A couple of passes blown up, a couple more dropped. A fumble. A costly delay of game penalty. A shotgun snap that never got from here to there.

That may have been all that kept the Pirates from being victors instead of victims, though the Johnnies themselves threw a couple of interceptions in the red zone to make things more interesting than they might have been.

“They’re a quality team,” said Jay Tully, the two-way safety/slotback. “We’re a quality team, too, but we didn’t play our best today. We moved the ball well but didn’t put it in the end zone, and the defense could have come up with a few more stops. We play them another time, we’ve got a good shot.”

But there are no second chances in the merciless playoffs. While Tully felt the sting, his father John, who has resurrected the Whitworth program over the course of his 12 years at the school, quite properly looked at the bigger picture – the 10-0 regular season, the first-ever playoff win, the unprecedented success to celebrate the school’s 100th year of football.

“It’s a special group that did special things,” said the coach. “When these guys first came in as freshmen, they came in with high expectations – and that’s what we want when we go out recruiting. And what they accomplished was unbelievable. I doubt there were five people on the West Coast who 16 weeks ago thought Whitworth would go undefeated and win a national playoff game.”

The obvious question is whether this is a culmination or a handhold on some higher climb – and there are 16 starters back, though not quarterback Joel Clark or tight end Michael Allan, maybe the two best players in school history.

The not-so-obvious question is whether the obvious one is all that relevant. The Pirates will go wherever Tully and the players take them.

There are strata even within the non-scholarship lodge of Division III, and while there may not have been all that much separating the Johnnies and Pirates on the field Saturday, there is more to the equation. There is tradition – SJU is a perennial, with 38 playoff wins in its history. And there are resources. The Johnnies play before nearly 8,500 fans every home game, and the facilities – including a fieldhouse to practice in – couldn’t be nicer. And all of it was honorably earned.

And Whitworth? Well, the Pirates are playing ball.
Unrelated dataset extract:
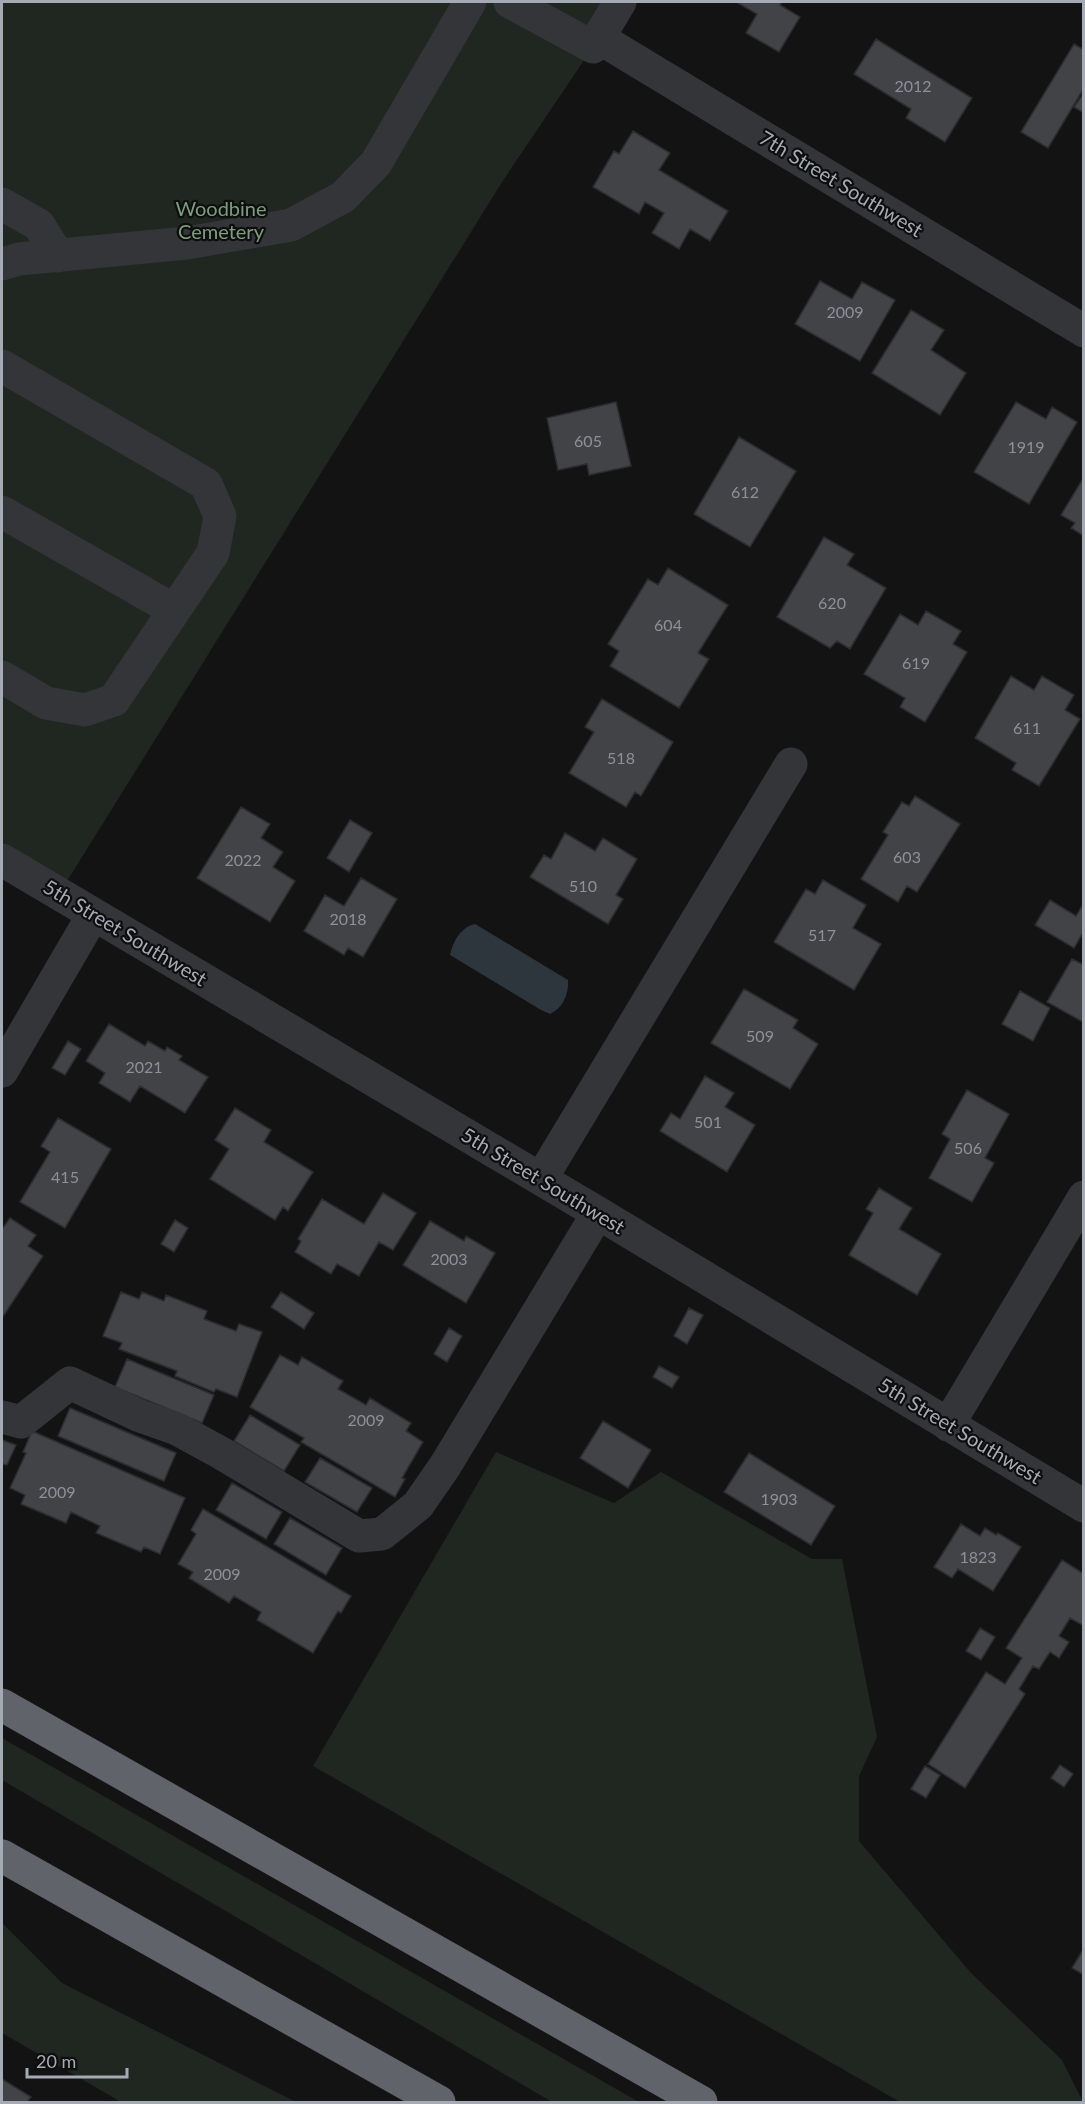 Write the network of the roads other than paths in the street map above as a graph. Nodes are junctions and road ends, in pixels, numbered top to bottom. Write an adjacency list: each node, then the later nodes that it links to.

“Five years ago, we hadn’t beaten Pacific Lutheran in so long,” McQuilkin pointed out. “Now it’s four of the last six regular-season games. This year we exorcised the demon of Linfield, and won a playoff game. I don’t think our students go into any game awed or intimidated.”

Noted the elder Tully, “We’re a national-caliber team, a top 10 team. And we have to be one of the funnest teams to watch anywhere.”

Throw in the celebs and the streaker, and it’s not even a contest.